Two Competent Hydrogen Shares to Acquire with a $200 Budget Instantly
Hydrogen power often gets praised as a top eco-friendly substitute for fossil fuels due to its production through renewable energy sources like wind or solar, which generate the electricity needed to split water into hydrogen and oxygen. This hydrogen fuel then powers engines, with water being the only waste product from combustion. However, despite its ideal characteristics, the hydrogen industry has not seen significant growth over the past decade, with hydrogen production often costing more than oil or natural gas extraction and existing electrical grids proving more cost-effective to expand. Higher inflation and interest rates further increased the expense of hydrogen projects, making them less appealing.
However, as hydrogen technology advancements and the broader economic climate improve (including interest rate reductions), the cost savings from utilizing hydrogen may offset the initial expenditures. This could result in a resurgence of numerous hydrogen-based industries. The hydrogen fuel cell market is projected to grow at a compound annual growth rate (CAGR) of 30% from 2024 to 2032, while the hydrogen vehicle market may expand at a CAGR of 45% from 2025 to 2037, according to industry analysts.
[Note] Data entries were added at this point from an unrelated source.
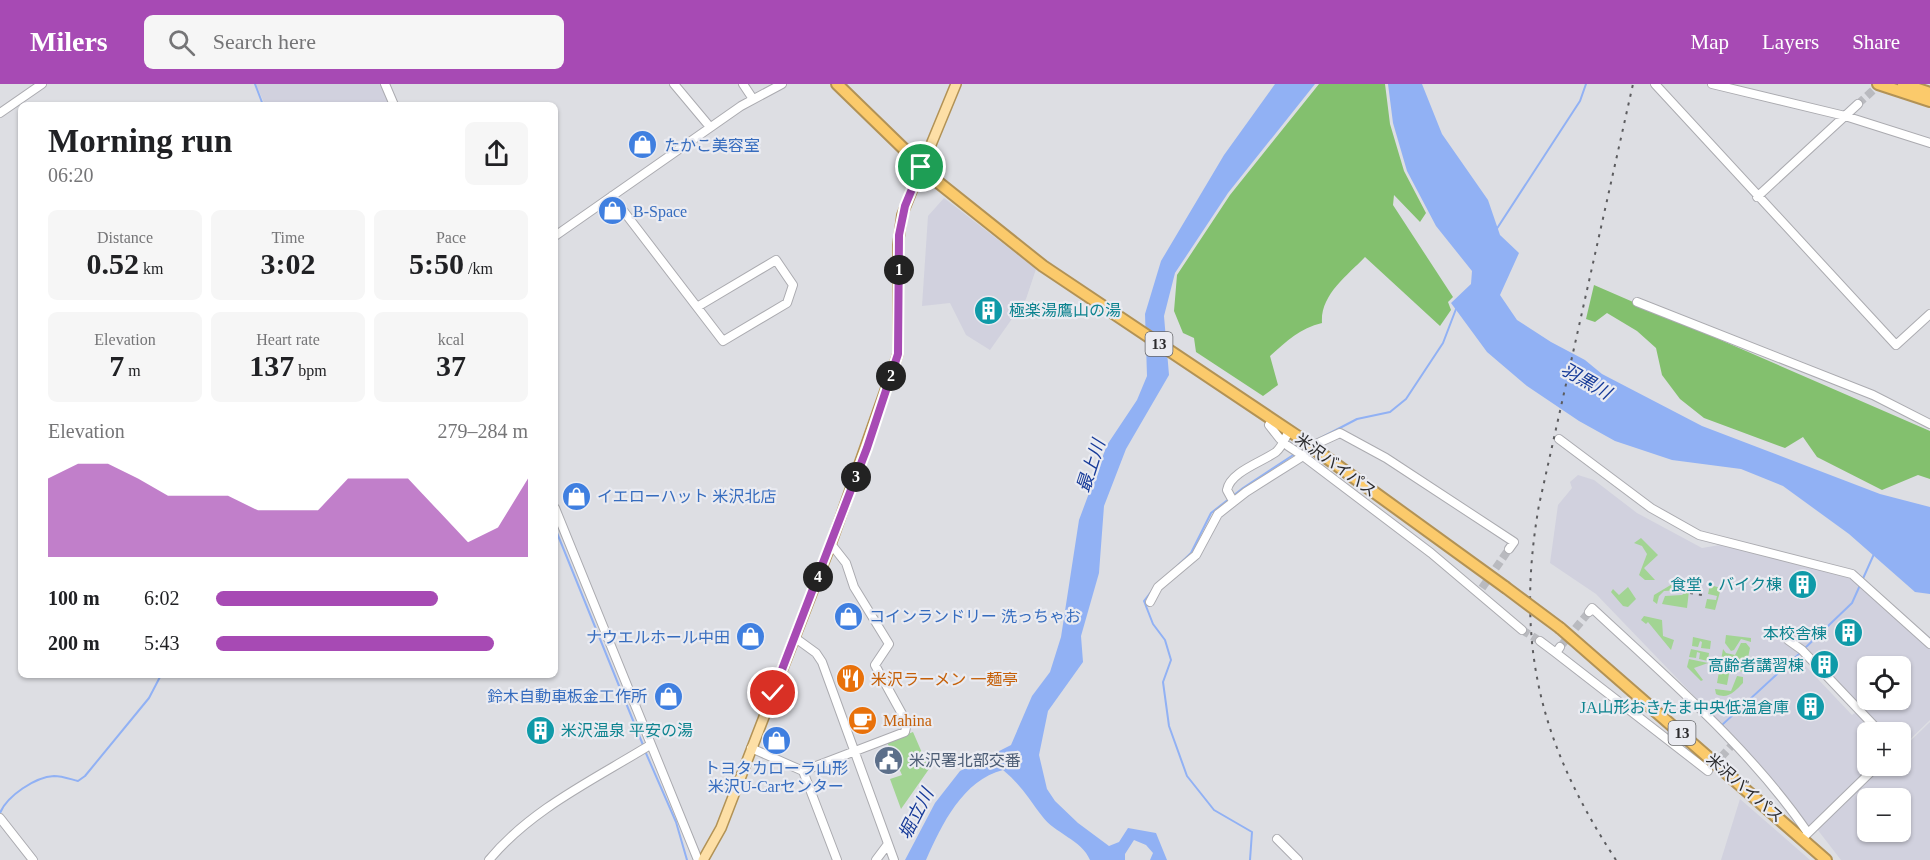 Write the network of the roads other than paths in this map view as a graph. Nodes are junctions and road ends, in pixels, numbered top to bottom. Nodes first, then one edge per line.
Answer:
1 (42, 84) edge
2 (385, 84) edge
3 (674, 84) edge
4 (743, 84) edge
5 (782, 84) edge
6 (837, 84) edge
7 (956, 84) edge
8 (1655, 84) edge
9 (1712, 84) edge
10 (1878, 84) edge
11 (1903, 84) edge
12 (1930, 93) edge
13 (753, 99) junction
14 (1930, 100) edge
15 (393, 102) edge
16 (1858, 104) tunnel mouth
17 (0, 113) edge
18 (1845, 116) junction
19 (710, 128) junction
20 (1930, 143) edge
21 (921, 167) junction
22 (612, 196) junction
23 (1757, 197) junction
24 (558, 234) edge
25 (1637, 302) dead end
26 (697, 307) junction
27 (1930, 314) edge
28 (1269, 418) junction
29 (1930, 424) edge
30 (1293, 434) junction
31 (1280, 439) dead end
32 (1559, 439) dead end
33 (1290, 447) dead end
34 (1309, 451) junction
35 (1231, 498) junction
36 (558, 515) edge
37 (831, 544) junction
38 (1509, 549) dead end
39 (1150, 602) dead end
40 (1588, 612) dead end
41 (1522, 630) tunnel mouth
42 (795, 637) junction
43 (1788, 640) dead end
44 (1540, 641) tunnel mouth
45 (1930, 644) edge
46 (1870, 722) edge
47 (650, 745) junction
48 (751, 748) junction
49 (854, 750) junction
50 (803, 771) junction
51 (1708, 771) dead end
52 (1867, 776) edge
53 (0, 818) edge
54 (1806, 835) junction
55 (1277, 839) dead end
56 (888, 844) junction
57 (893, 857) edge
58 (30, 859) edge
59 (489, 860) edge
60 (700, 860) edge
61 (837, 860) edge
62 (876, 860) edge
63 (1298, 860) edge
64 (1826, 860) edge

1 - 17 street
2 - 15 street
3 - 19 street
4 - 13 street
5 - 13 street
6 - 21 highway, 米沢バイパス / 13
7 - 21 main road
8 - 23 street
9 - 18 street
10 - 14 highway
11 - 12 highway
13 - 19 street
16 - 18 street
18 - 20 street
18 - 23 street
19 - 22 street
21 - 28 highway, 米沢バイパス / 13
21 - 37 main road
22 - 24 street
22 - 26 street
23 - 27 street
25 - 29 street
26 - 26 street
28 - 30 highway, 米沢バイパス / 13
28 - 31 street
30 - 34 highway, 米沢バイパス / 13, bridge
30 - 35 street
32 - 45 street
33 - 34 street
34 - 35 street
34 - 38 street
34 - 41 street
34 - 54 highway, 米沢バイパス / 13, bridge
35 - 39 street
36 - 47 street
37 - 42 main road
37 - 49 street
40 - 54 street
42 - 48 main road
42 - 49 street
43 - 46 street
44 - 51 street
47 - 59 street
47 - 60 street
48 - 50 street
48 - 60 main road
49 - 50 street
49 - 56 street
50 - 61 street
52 - 54 street
53 - 58 street
54 - 64 highway, 米沢バイパス / 13
55 - 63 street
56 - 57 street
56 - 62 street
Although caution is advisable when considering these optimistic forecasts, two undervalued stocks from these sectors – Plug Power (PLUG 11.30%) and Nikola (NKLA 0.85%) – may witness substantial increases as favorable market conditions surface. Both stocks are known for their volatility but possess the potential to generate substantial returns from a modest $200 investment over the coming years.
1. Plug Power
Plug Power specializes in hydrogen fuel cells and charging services for warehouses and fulfillment centers, having provided over 69,000 fuel cell systems and 250 fueling stations to date. Its primary clients include Amazon and Walmart, and it is now the world's largest single purchaser of liquid hydrogen. Plug Power's revenue saw a 40% increase in 2022 and a 27% rise in 2023, primarily driven by two major acquisitions that expanded its cryogenic equipment division and partially compensated for the slower growth of its core hydrogen fuel cell business, which was negatively impacted by the market's reduced appetite for expensive new hydrogen projects due to prevailing headwinds. Plug Power's net losses also increased during both years as it integrated those acquisitions.
Analysts anticipate Plug Power's revenue to expand by 25% annually from 2023 to 2026, while it is also expected to reduce its net losses during this period. The United States Department of Energy (DOE) recently granted Plug Power a $1.66 billion loan to construct up to six new green hydrogen energy production facilities.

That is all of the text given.